▶ Instructions to follow
Copy out the entries that follow exactly, leaving every picture behind.
============================================================
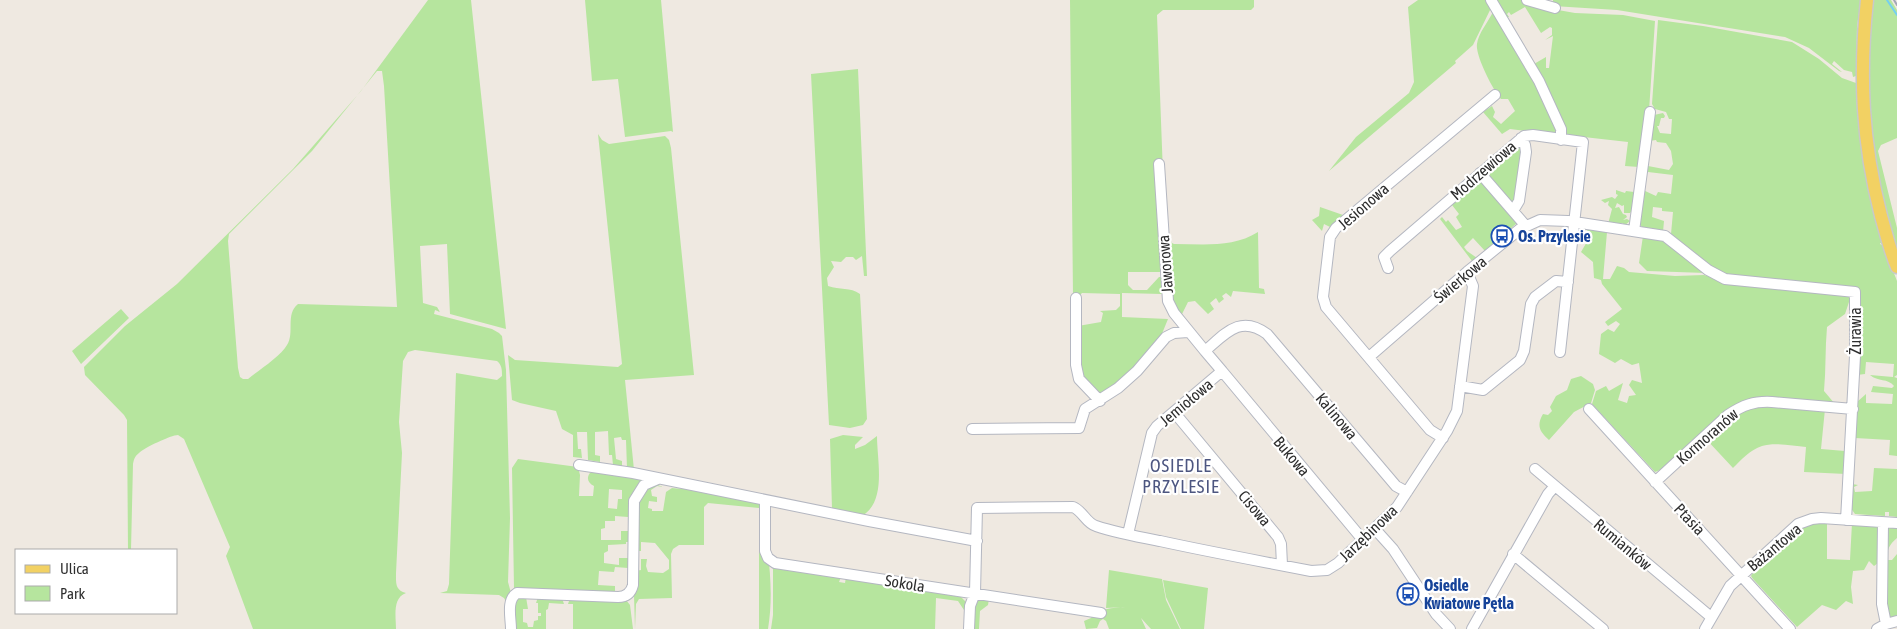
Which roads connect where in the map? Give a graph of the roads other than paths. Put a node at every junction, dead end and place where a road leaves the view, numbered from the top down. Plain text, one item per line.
1 (1491, 0) edge
2 (1527, 0) edge
3 (1867, 0) edge
4 (1555, 8) dead end
5 (1495, 95) dead end
6 (1650, 112) dead end
7 (1521, 138) junction
8 (1562, 140) junction
9 (1159, 164) dead end
10 (1480, 173) junction
11 (1513, 211) junction
12 (1575, 223) junction
13 (1525, 226) junction
14 (1634, 231) junction
15 (1897, 267) edge
16 (1388, 268) dead end
17 (1708, 270) joint
18 (1467, 272) junction
19 (1568, 282) junction
20 (1076, 298) dead end
21 (1188, 332) junction
22 (1270, 337) joint
23 (1205, 351) junction
24 (1560, 352) dead end
25 (1369, 357) junction
26 (1222, 372) junction
27 (1460, 386) junction
28 (1100, 401) junction
29 (1853, 409) junction
30 (1589, 410) dead end
31 (1174, 412) junction
32 (972, 429) dead end
33 (1442, 438) junction
34 (579, 465) dead end
35 (1535, 469) dead end
36 (658, 478) junction
37 (1655, 482) junction
38 (1555, 486) junction
39 (1407, 492) junction
40 (764, 500) junction
41 (1846, 520) junction
42 (1883, 522) junction
43 (1897, 523) edge
44 (1375, 528) junction
45 (1128, 534) junction
46 (1363, 540) junction
47 (977, 541) junction
48 (1513, 554) junction
49 (1282, 565) junction
50 (1741, 575) junction
51 (975, 593) junction
52 (1100, 613) dead end
53 (1711, 617) junction
54 (1897, 621) edge
55 (1881, 626) edge
56 (511, 629) edge
57 (969, 629) edge
58 (1450, 629) edge
59 (1472, 629) edge
60 (1603, 629) edge
61 (1705, 629) edge
62 (1790, 629) edge

1 - 8 street
2 - 4 street
3 - 15 main road
5 - 25 street, Jesionowa
6 - 14 street
7 - 8 street, Modrzewiowa
7 - 10 street, Modrzewiowa
7 - 11 street
8 - 12 street, Modrzewiowa
9 - 21 street, Jaworowa
10 - 11 street
10 - 16 street, Modrzewiowa
11 - 13 street
12 - 13 street, Świerkowa
12 - 14 street, Świerkowa
12 - 19 street, Modrzewiowa
13 - 18 street, Świerkowa
14 - 17 street, Świerkowa
17 - 29 street, Żurawia
18 - 25 street, Świerkowa
18 - 27 street, Jarzębinowa
19 - 24 street, Modrzewiowa
19 - 27 street
20 - 28 street
21 - 23 street, Jaworowa
21 - 28 street
22 - 23 street, Jemiołowa
22 - 39 street, Kalinowa
23 - 26 street, Jemiołowa
25 - 33 street, Jesionowa
26 - 31 street, Jemiołowa
26 - 46 street, Bukowa
27 - 33 street, Jarzębinowa
28 - 32 street
29 - 37 street, Kormoranów
29 - 41 street, Żurawia
30 - 37 street, Ptasia
31 - 45 street, Jemiołowa
31 - 49 street, Cisowa
33 - 39 street, Jarzębinowa
34 - 36 street
35 - 38 street, Rumianków
36 - 40 street
36 - 56 street
37 - 50 street, Ptasia
38 - 48 street
38 - 53 street, Rumianków
39 - 44 street, Jarzębinowa
40 - 47 street
40 - 51 street, Sokola
41 - 42 street, Bażantowa
41 - 50 street, Bażantowa
42 - 43 street, Bażantowa
42 - 55 street
44 - 46 street, Jarzębinowa
44 - 58 street
45 - 47 street, Jarzębinowa
45 - 49 street, Jarzębinowa
46 - 49 street, Jarzębinowa
47 - 51 street
48 - 59 street
48 - 60 street
50 - 53 street, Bażantowa
50 - 62 street, Ptasia
51 - 52 street, Sokola
51 - 57 street
53 - 61 street, Bażantowa
54 - 55 street

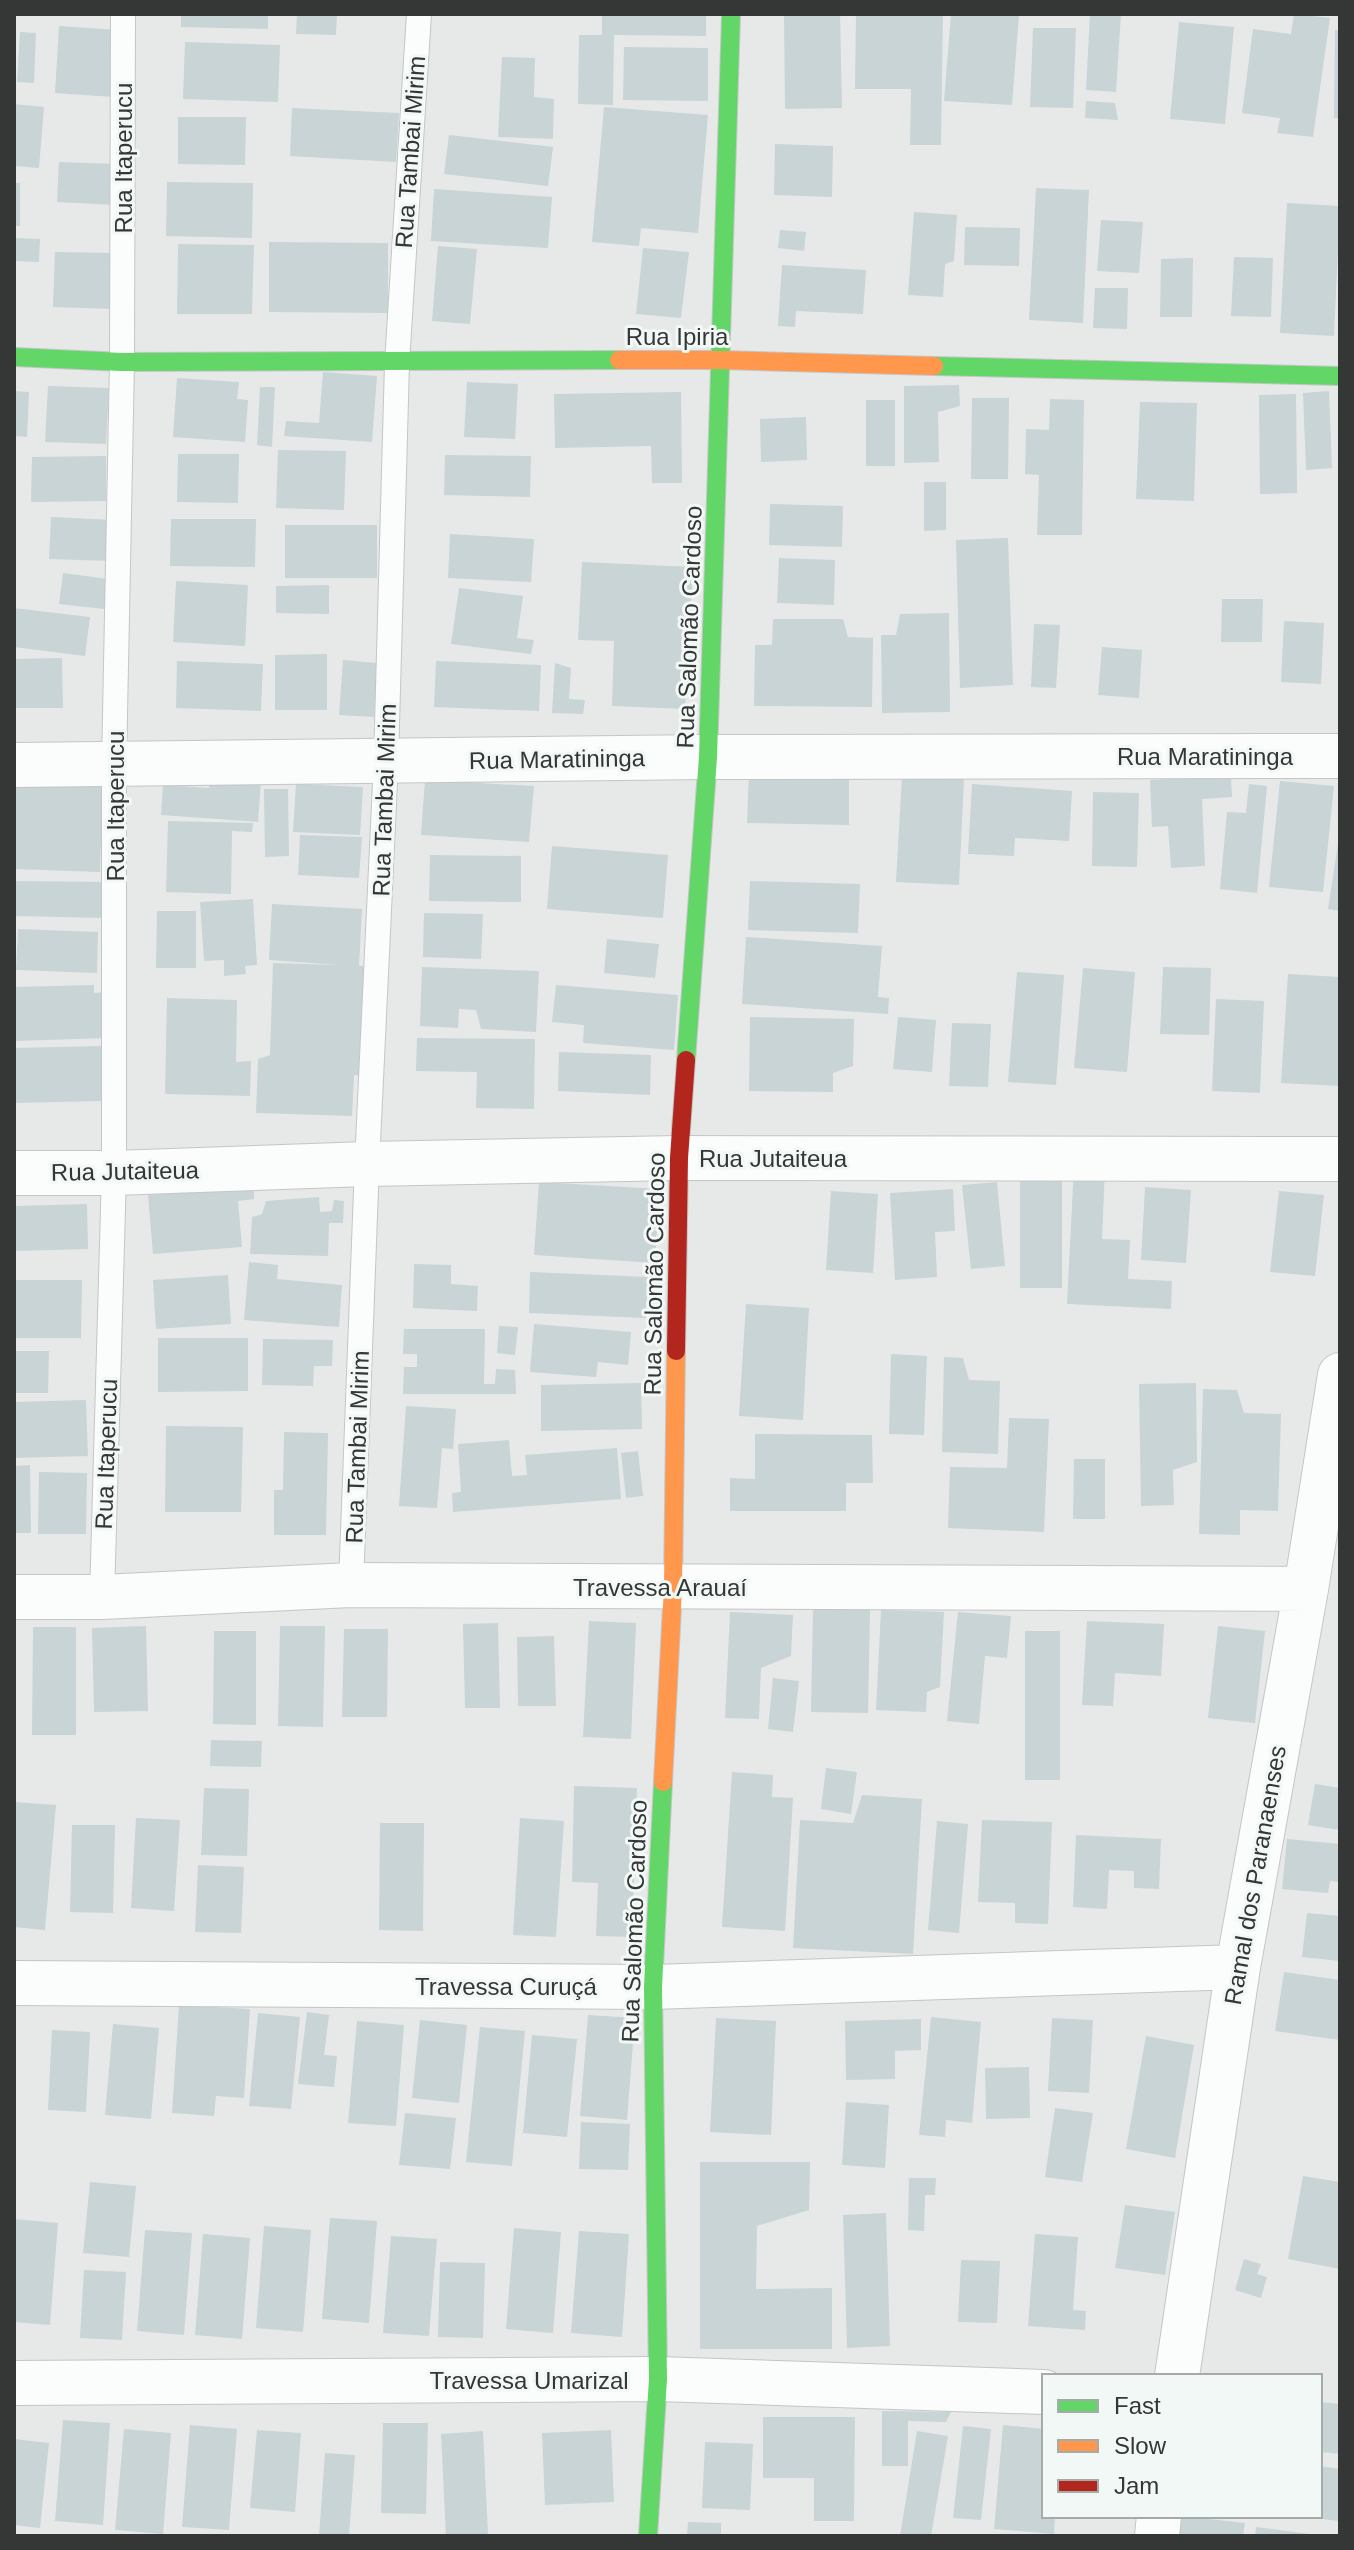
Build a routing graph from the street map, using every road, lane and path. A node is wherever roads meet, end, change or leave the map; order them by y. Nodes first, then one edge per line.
1 (123, 14) edge
2 (419, 14) edge
3 (731, 14) edge
4 (14, 357) edge
5 (721, 360) junction
6 (122, 362) junction
7 (397, 363) junction
8 (1340, 376) edge
9 (1340, 756) edge
10 (708, 757) junction
11 (386, 762) junction
12 (14, 765) edge
13 (114, 766) junction
14 (679, 1158) junction
15 (1340, 1159) edge
16 (367, 1164) junction
17 (14, 1173) edge
18 (114, 1173) junction
19 (1340, 1375) edge
20 (351, 1585) junction
21 (673, 1587) junction
22 (1306, 1589) junction
23 (14, 1597) edge
24 (102, 1597) junction
25 (1238, 1967) junction
26 (14, 1983) edge
27 (653, 1987) junction
28 (1177, 2374) edge
29 (658, 2379) junction
30 (14, 2383) edge
31 (1042, 2392) edge
32 (648, 2536) edge

1 - 6 lane, Rua Itaperucu
2 - 7 lane, Rua Tambai Mirim
3 - 5 street, Rua Salomão Cardoso
4 - 6 street, Rua Ipiria
5 - 7 street, Rua Ipiria
5 - 8 street, Rua Ipiria
5 - 10 street, Rua Salomão Cardoso
6 - 7 street, Rua Ipiria
6 - 13 lane, Rua Itaperucu
7 - 11 lane, Rua Tambai Mirim
9 - 10 street, Rua Maratininga
10 - 11 street, Rua Maratininga
10 - 14 street, Rua Salomão Cardoso
11 - 13 street, Rua Maratininga
11 - 16 lane, Rua Tambai Mirim
12 - 13 street, Rua Maratininga
13 - 18 lane, Rua Itaperucu
14 - 15 street, Rua Jutaiteua
14 - 16 street, Rua Jutaiteua
14 - 21 street, Rua Salomão Cardoso
16 - 18 street, Rua Jutaiteua
16 - 20 lane, Rua Tambai Mirim
17 - 18 street, Rua Jutaiteua
18 - 24 lane, Rua Itaperucu
19 - 22 street, Ramal dos Paranaenses
20 - 21 street, Travessa Arauaí
20 - 24 street, Travessa Arauaí
21 - 22 street, Travessa Arauaí
21 - 27 street, Rua Salomão Cardoso
22 - 25 street, Ramal dos Paranaenses
23 - 24 street, Travessa Arauaí
25 - 27 street, Travessa Curuçá
25 - 28 street, Ramal dos Paranaenses
26 - 27 street, Travessa Curuçá
27 - 29 street, Rua Salomão Cardoso
29 - 30 street, Travessa Umarizal
29 - 31 street, Travessa Umarizal
29 - 32 street, Rua Salomão Cardoso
============================================================
▶ Output below
Which roads connect where in the map? Give a graph of the roads other than paths. Put a node at every junction, dead end and place where a road leaves the view, numbered from the top down. Plain text, one item per line.
1 (1491, 0) edge
2 (1527, 0) edge
3 (1867, 0) edge
4 (1555, 8) dead end
5 (1495, 95) dead end
6 (1650, 112) dead end
7 (1521, 138) junction
8 (1562, 140) junction
9 (1159, 164) dead end
10 (1480, 173) junction
11 (1513, 211) junction
12 (1575, 223) junction
13 (1525, 226) junction
14 (1634, 231) junction
15 (1897, 267) edge
16 (1388, 268) dead end
17 (1708, 270) joint
18 (1467, 272) junction
19 (1568, 282) junction
20 (1076, 298) dead end
21 (1188, 332) junction
22 (1270, 337) joint
23 (1205, 351) junction
24 (1560, 352) dead end
25 (1369, 357) junction
26 (1222, 372) junction
27 (1460, 386) junction
28 (1100, 401) junction
29 (1853, 409) junction
30 (1589, 410) dead end
31 (1174, 412) junction
32 (972, 429) dead end
33 (1442, 438) junction
34 (579, 465) dead end
35 (1535, 469) dead end
36 (658, 478) junction
37 (1655, 482) junction
38 (1555, 486) junction
39 (1407, 492) junction
40 (764, 500) junction
41 (1846, 520) junction
42 (1883, 522) junction
43 (1897, 523) edge
44 (1375, 528) junction
45 (1128, 534) junction
46 (1363, 540) junction
47 (977, 541) junction
48 (1513, 554) junction
49 (1282, 565) junction
50 (1741, 575) junction
51 (975, 593) junction
52 (1100, 613) dead end
53 (1711, 617) junction
54 (1897, 621) edge
55 (1881, 626) edge
56 (511, 629) edge
57 (969, 629) edge
58 (1450, 629) edge
59 (1472, 629) edge
60 (1603, 629) edge
61 (1705, 629) edge
62 (1790, 629) edge

1 - 8 street
2 - 4 street
3 - 15 main road
5 - 25 street, Jesionowa
6 - 14 street
7 - 8 street, Modrzewiowa
7 - 10 street, Modrzewiowa
7 - 11 street
8 - 12 street, Modrzewiowa
9 - 21 street, Jaworowa
10 - 11 street
10 - 16 street, Modrzewiowa
11 - 13 street
12 - 13 street, Świerkowa
12 - 14 street, Świerkowa
12 - 19 street, Modrzewiowa
13 - 18 street, Świerkowa
14 - 17 street, Świerkowa
17 - 29 street, Żurawia
18 - 25 street, Świerkowa
18 - 27 street, Jarzębinowa
19 - 24 street, Modrzewiowa
19 - 27 street
20 - 28 street
21 - 23 street, Jaworowa
21 - 28 street
22 - 23 street, Jemiołowa
22 - 39 street, Kalinowa
23 - 26 street, Jemiołowa
25 - 33 street, Jesionowa
26 - 31 street, Jemiołowa
26 - 46 street, Bukowa
27 - 33 street, Jarzębinowa
28 - 32 street
29 - 37 street, Kormoranów
29 - 41 street, Żurawia
30 - 37 street, Ptasia
31 - 45 street, Jemiołowa
31 - 49 street, Cisowa
33 - 39 street, Jarzębinowa
34 - 36 street
35 - 38 street, Rumianków
36 - 40 street
36 - 56 street
37 - 50 street, Ptasia
38 - 48 street
38 - 53 street, Rumianków
39 - 44 street, Jarzębinowa
40 - 47 street
40 - 51 street, Sokola
41 - 42 street, Bażantowa
41 - 50 street, Bażantowa
42 - 43 street, Bażantowa
42 - 55 street
44 - 46 street, Jarzębinowa
44 - 58 street
45 - 47 street, Jarzębinowa
45 - 49 street, Jarzębinowa
46 - 49 street, Jarzębinowa
47 - 51 street
48 - 59 street
48 - 60 street
50 - 53 street, Bażantowa
50 - 62 street, Ptasia
51 - 52 street, Sokola
51 - 57 street
53 - 61 street, Bażantowa
54 - 55 street

Build a routing graph from the street map, using every road, lane and path. A node is wherever roads meet, end, change or leave the map; order them by y. Nodes first, then one edge per line.
1 (123, 14) edge
2 (419, 14) edge
3 (731, 14) edge
4 (14, 357) edge
5 (721, 360) junction
6 (122, 362) junction
7 (397, 363) junction
8 (1340, 376) edge
9 (1340, 756) edge
10 (708, 757) junction
11 (386, 762) junction
12 (14, 765) edge
13 (114, 766) junction
14 (679, 1158) junction
15 (1340, 1159) edge
16 (367, 1164) junction
17 (14, 1173) edge
18 (114, 1173) junction
19 (1340, 1375) edge
20 (351, 1585) junction
21 (673, 1587) junction
22 (1306, 1589) junction
23 (14, 1597) edge
24 (102, 1597) junction
25 (1238, 1967) junction
26 (14, 1983) edge
27 (653, 1987) junction
28 (1177, 2374) edge
29 (658, 2379) junction
30 (14, 2383) edge
31 (1042, 2392) edge
32 (648, 2536) edge

1 - 6 lane, Rua Itaperucu
2 - 7 lane, Rua Tambai Mirim
3 - 5 street, Rua Salomão Cardoso
4 - 6 street, Rua Ipiria
5 - 7 street, Rua Ipiria
5 - 8 street, Rua Ipiria
5 - 10 street, Rua Salomão Cardoso
6 - 7 street, Rua Ipiria
6 - 13 lane, Rua Itaperucu
7 - 11 lane, Rua Tambai Mirim
9 - 10 street, Rua Maratininga
10 - 11 street, Rua Maratininga
10 - 14 street, Rua Salomão Cardoso
11 - 13 street, Rua Maratininga
11 - 16 lane, Rua Tambai Mirim
12 - 13 street, Rua Maratininga
13 - 18 lane, Rua Itaperucu
14 - 15 street, Rua Jutaiteua
14 - 16 street, Rua Jutaiteua
14 - 21 street, Rua Salomão Cardoso
16 - 18 street, Rua Jutaiteua
16 - 20 lane, Rua Tambai Mirim
17 - 18 street, Rua Jutaiteua
18 - 24 lane, Rua Itaperucu
19 - 22 street, Ramal dos Paranaenses
20 - 21 street, Travessa Arauaí
20 - 24 street, Travessa Arauaí
21 - 22 street, Travessa Arauaí
21 - 27 street, Rua Salomão Cardoso
22 - 25 street, Ramal dos Paranaenses
23 - 24 street, Travessa Arauaí
25 - 27 street, Travessa Curuçá
25 - 28 street, Ramal dos Paranaenses
26 - 27 street, Travessa Curuçá
27 - 29 street, Rua Salomão Cardoso
29 - 30 street, Travessa Umarizal
29 - 31 street, Travessa Umarizal
29 - 32 street, Rua Salomão Cardoso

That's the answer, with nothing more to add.